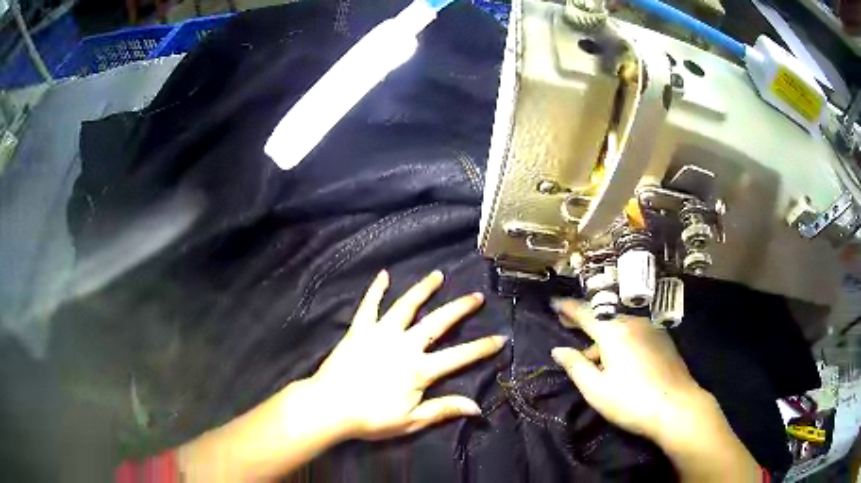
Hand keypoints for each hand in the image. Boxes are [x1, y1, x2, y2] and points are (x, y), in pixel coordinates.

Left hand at [309, 269, 506, 439]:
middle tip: (476, 296)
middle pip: (438, 322)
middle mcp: (404, 345)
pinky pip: (369, 306)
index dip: (483, 347)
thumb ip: (444, 410)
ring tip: (438, 275)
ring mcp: (380, 334)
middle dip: (460, 308)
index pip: (460, 356)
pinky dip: (376, 289)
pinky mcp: (359, 330)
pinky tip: (384, 275)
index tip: (501, 338)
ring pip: (406, 306)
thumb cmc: (371, 417)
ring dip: (424, 289)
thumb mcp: (412, 420)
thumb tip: (477, 407)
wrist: (329, 407)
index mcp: (419, 369)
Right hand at [549, 298, 705, 441]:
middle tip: (568, 325)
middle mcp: (633, 323)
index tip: (554, 302)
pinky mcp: (663, 338)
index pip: (585, 313)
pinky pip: (635, 333)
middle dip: (585, 322)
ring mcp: (651, 329)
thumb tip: (558, 350)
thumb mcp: (596, 389)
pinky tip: (621, 360)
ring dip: (604, 337)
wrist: (677, 407)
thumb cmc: (631, 401)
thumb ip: (576, 366)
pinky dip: (622, 340)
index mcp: (613, 332)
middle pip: (604, 319)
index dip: (568, 308)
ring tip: (596, 360)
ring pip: (620, 327)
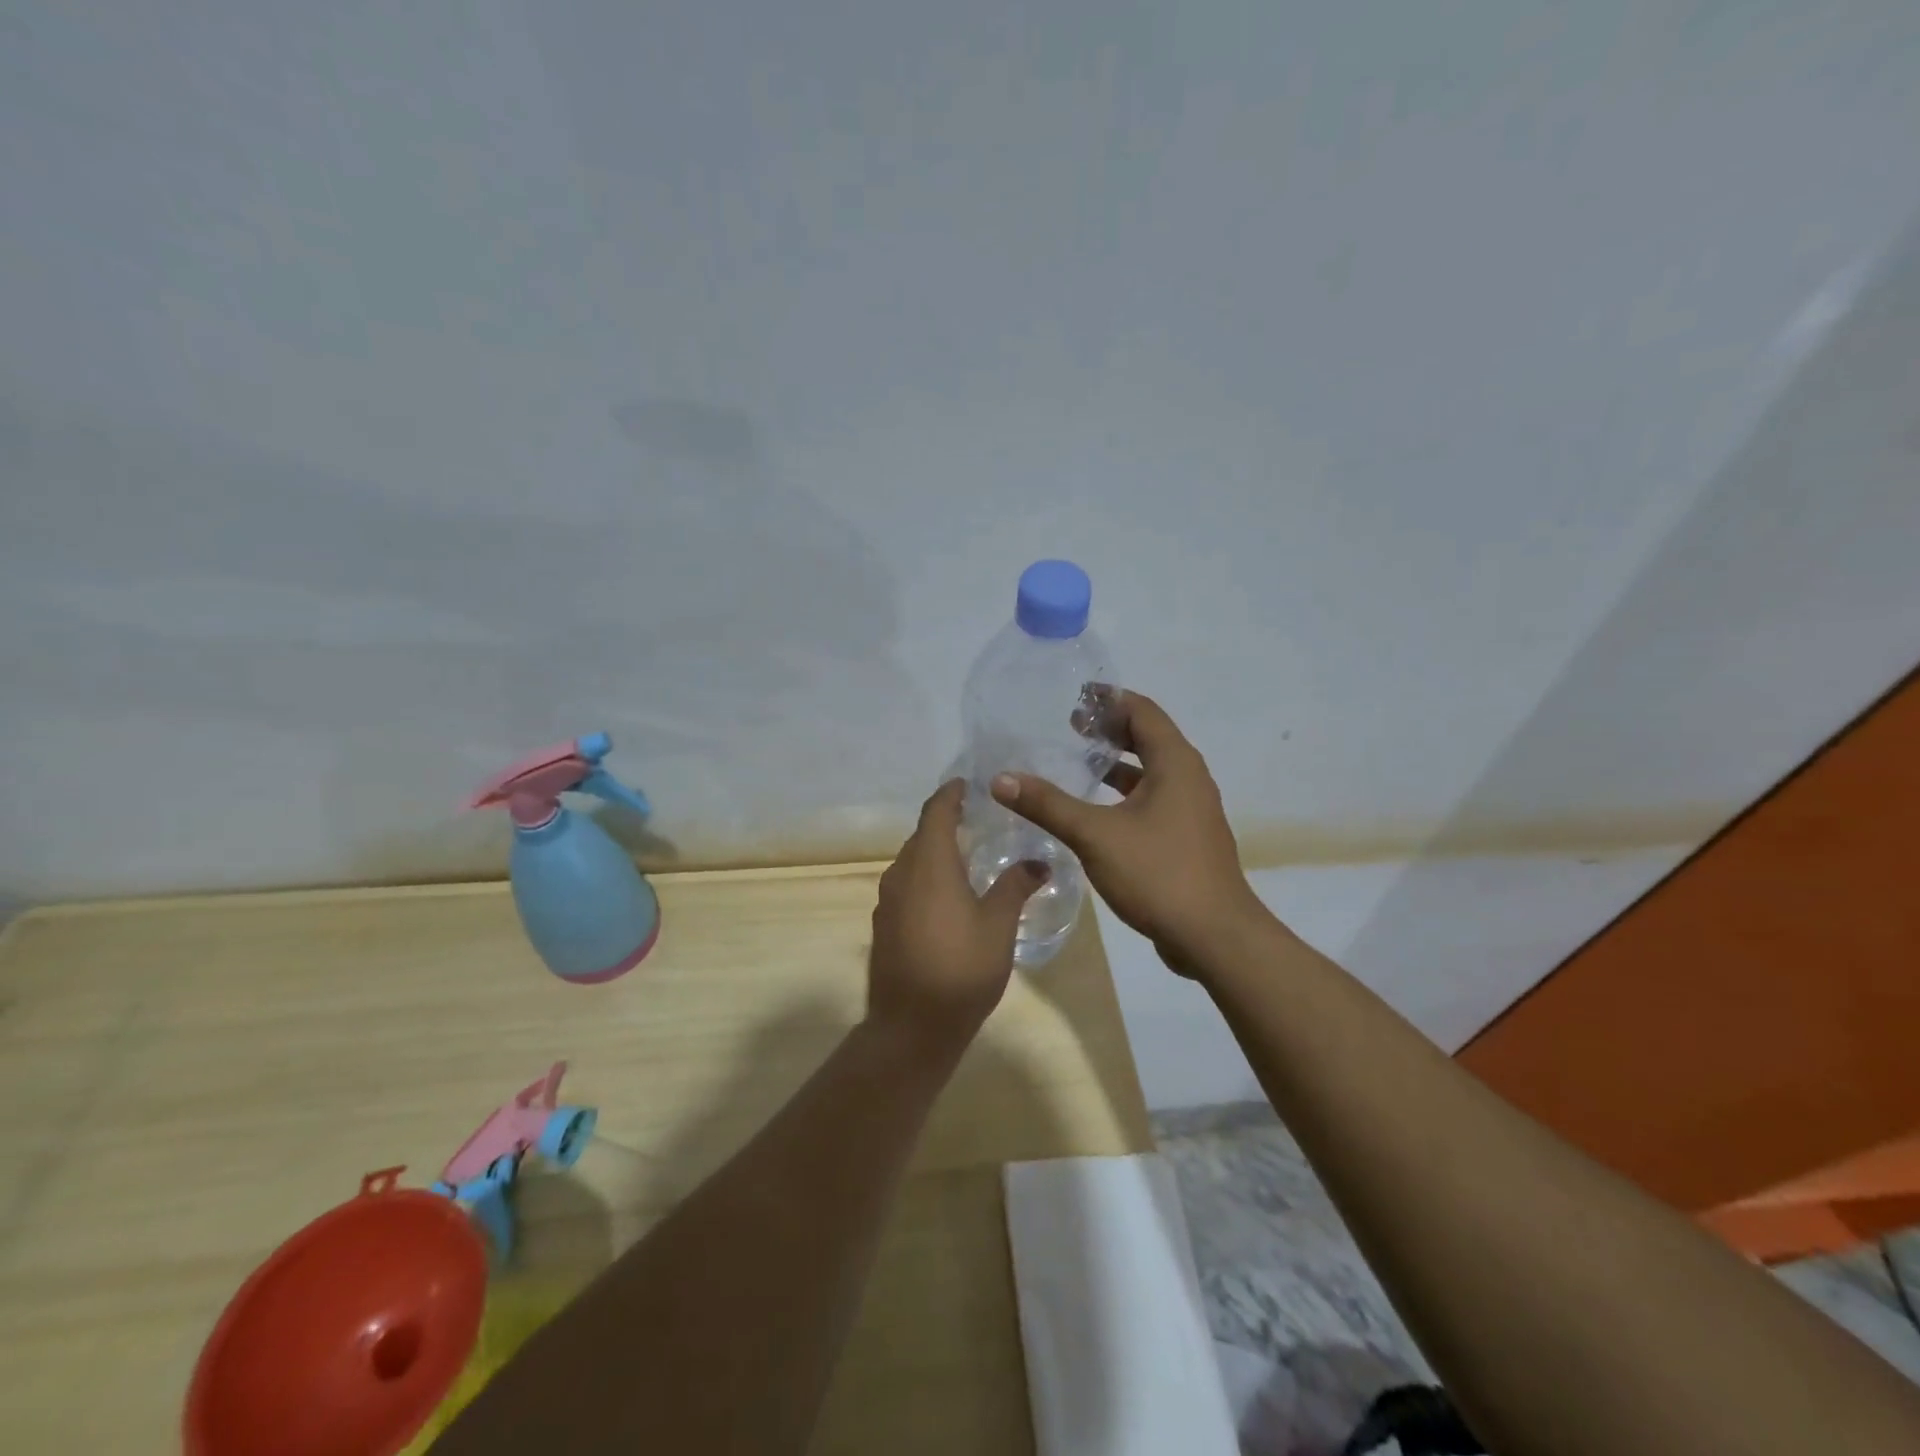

- Task goal:
When the word "hand" occurs in a line above, list that line.

- Written response:
Hand keypoints for each hand in the image. Boxes are [x1, y1, x2, y2] and points are (x, y), in pixel coordinates.
Left hand at [309, 269, 506, 439]:
Right hand at [549, 298, 705, 441]:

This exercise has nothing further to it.